Per esempio, i negozi potranno aprire fino alle 21, tranne quelli situati all’interno dei centri commerciali che invece saranno chiusi nei festivi e prefestivi, nelle zone gialle, arancioni e gialle. Le regole per i bar e i ristoranti rimangono invece invariate. Quelli che operano nelle zone gialle possono rimanere aperti fino alle 18:00 mentre dopo potranno effettuare solo l’asporto e il delivery. Non mancano poi limitazioni per tutti gli esercizi turistici.

DPCM Natale: le regole per i negozi

Ogni zona ha le sue regole, legate al colore di riferimento. Nelle zone rosse sono aperti solo i negozi che offrono servizi essenziali, come alimentari, tabaccai, ma anche farmacie, parafarmacie etc.). Il Governo auspica che tutte le regioni tornino presto gialle e quindi tutti i negozi d’Italia possano aprire fino alle 0re 21:00 durante le festività natalizie. Naturalmente, i negozianti possono trovare soluzioni alternative, utili per continuare a operare: tra queste spicca l’e-commerce, strumento usato da tanti imprenditori a partire dal primo lockdown.

I negozi situati nei centri commerciali fino al 15 gennaio dovranno rimanere chiusi nei festivi e prefestivi. Le associazioni di categorie hanno però richiesto un cambio di tale manovra. In particolare Confesercenti ha manifestato preoccupazione, perchè con il DPCM si va incontro a un vero e proprio crollo di fatturato per i negozianti. Dopo il Black Friday, la prima settimana di dicembre è quella in cui si concentra la corsa ai regali di Natale.

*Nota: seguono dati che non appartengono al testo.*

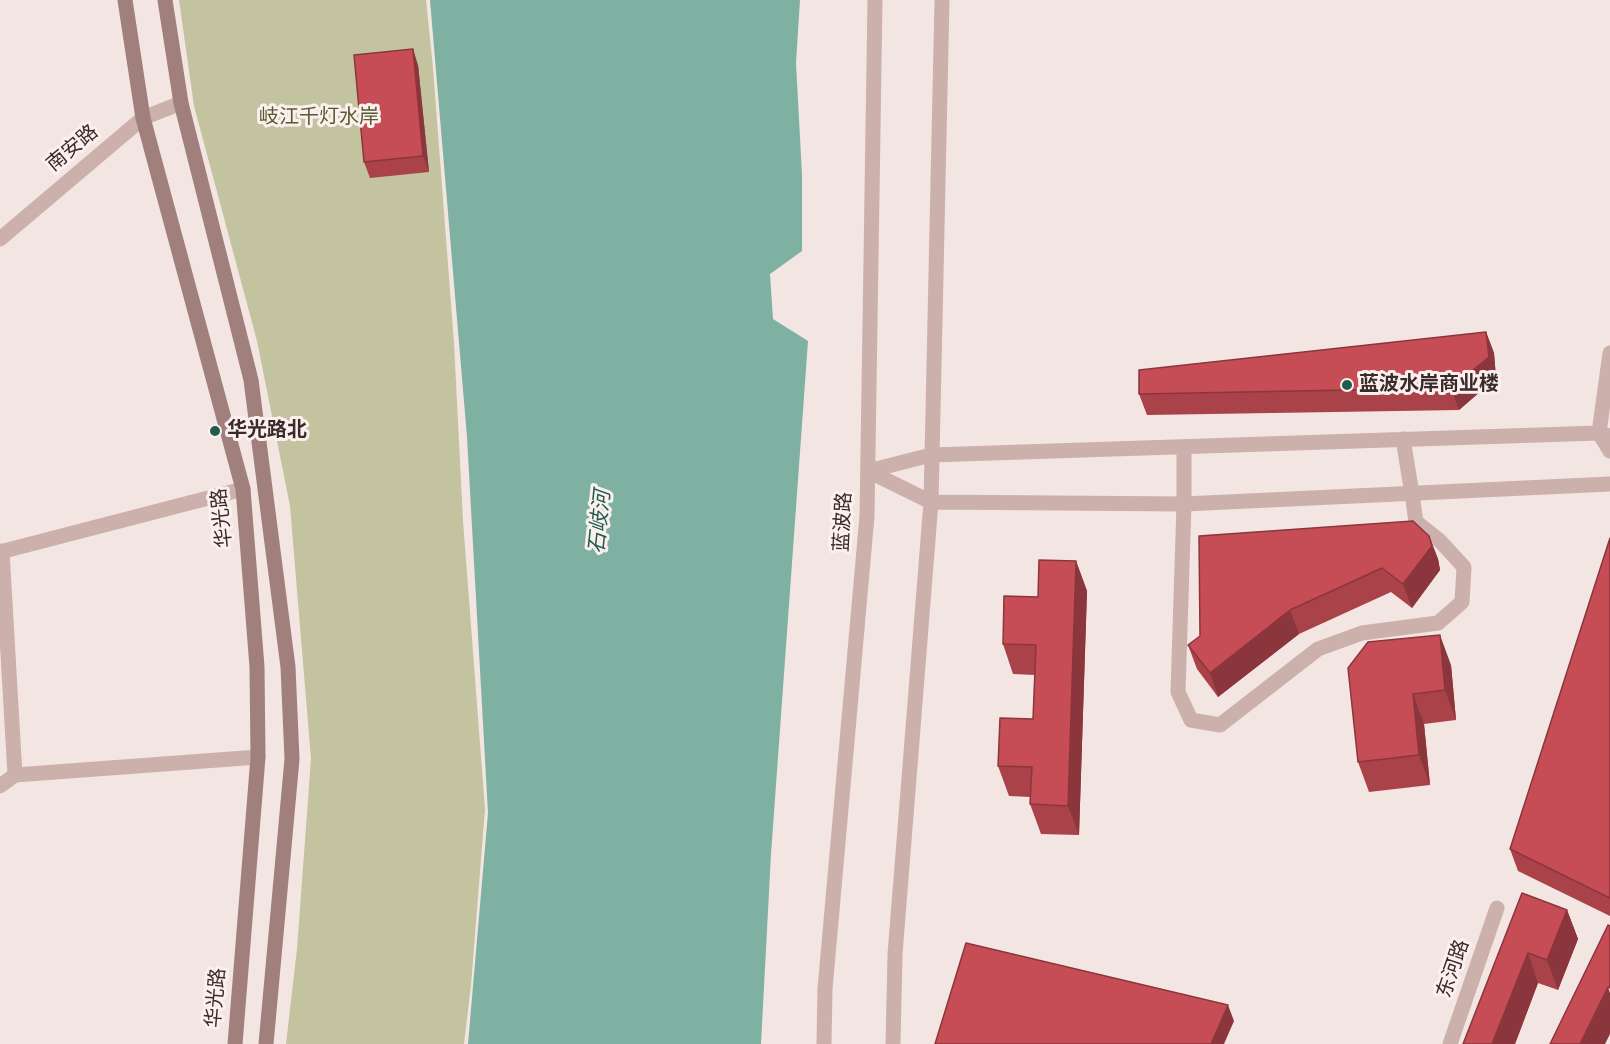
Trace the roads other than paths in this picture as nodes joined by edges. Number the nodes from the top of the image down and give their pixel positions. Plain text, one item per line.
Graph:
1 (124, 0) edge
2 (165, 0) edge
3 (875, 0) edge
4 (942, 0) edge
5 (181, 103) junction
6 (143, 118) junction
7 (0, 239) edge
8 (1610, 353) edge
9 (1604, 435) edge
10 (1403, 440) junction
11 (1184, 447) junction
12 (1610, 451) edge
13 (932, 455) junction
14 (868, 471) junction
15 (1610, 484) edge
16 (243, 489) junction
17 (1412, 494) junction
18 (931, 502) junction
19 (1184, 504) junction
20 (1, 551) edge
21 (258, 757) junction
22 (15, 775) junction
23 (0, 786) edge
24 (1497, 908) dead end
25 (235, 1044) edge
26 (266, 1044) edge
27 (824, 1044) edge
28 (893, 1044) edge
29 (1450, 1044) edge

1 - 6 main road, 华光路
2 - 5 main road
3 - 14 street, 蓝波路
4 - 13 street
5 - 6 street, 南安路
5 - 26 main road
6 - 7 street, 南安路
6 - 16 main road, 华光路
8 - 9 street
9 - 10 street
9 - 12 street
10 - 11 street
10 - 17 street
11 - 13 street
11 - 19 street
13 - 14 street
13 - 18 street
14 - 18 street
14 - 27 street, 蓝波路
15 - 17 street
16 - 20 street
16 - 21 main road, 华光路
17 - 19 street
17 - 19 street
18 - 19 street
18 - 28 street
20 - 22 street
21 - 22 street
21 - 25 main road, 华光路
22 - 23 street
24 - 29 street, 东河路

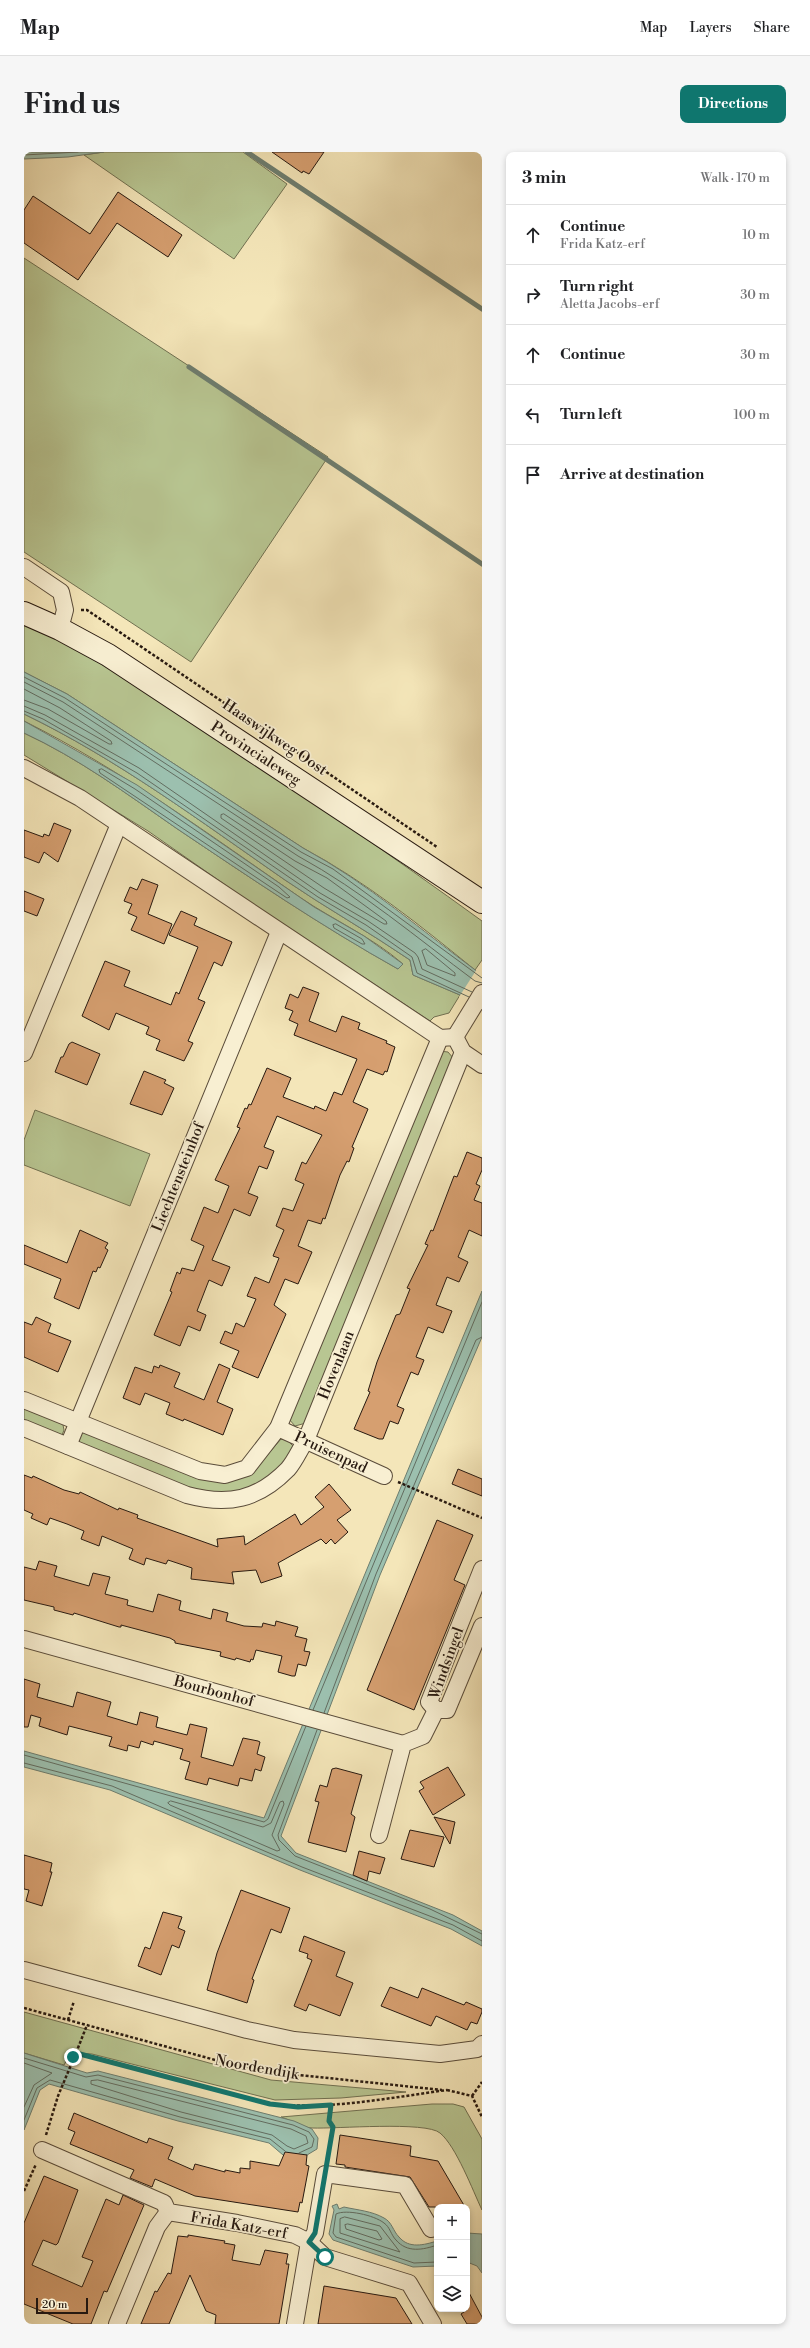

Regole per i bar, ristoranti e gli alberghi

I bar, ristoranti, strutture ricettive situati nelle zone rosse e arancioni rimangono sempre chiusi e possono effettuare il servizio di asporto fino alle 22:00 e consegne a domicilio senza limiti di orario. Le app di delivery sono davvero tante, ma in alternativa si può costruire da zero un sito aziendale dove proporre i menù, inclusi quelli per le feste, i piatti del giorno e altre idee per invogliare la clientela ad acquistare. All’interno della piattaforma si possono poi raccogliere gli ordini online per gestire il servizio di asporto e consegna a domicilio.

Per le attività delle zone gialle i problemi sono minori: possono rimanere aperte dalle 5:00 alle 18:00 con servizio al tavolo. E a tal proposito, le persone sedute ad ogni tavolo devono essere massimo quattro, a meno che non appartengano allo stesso nucleo familiare.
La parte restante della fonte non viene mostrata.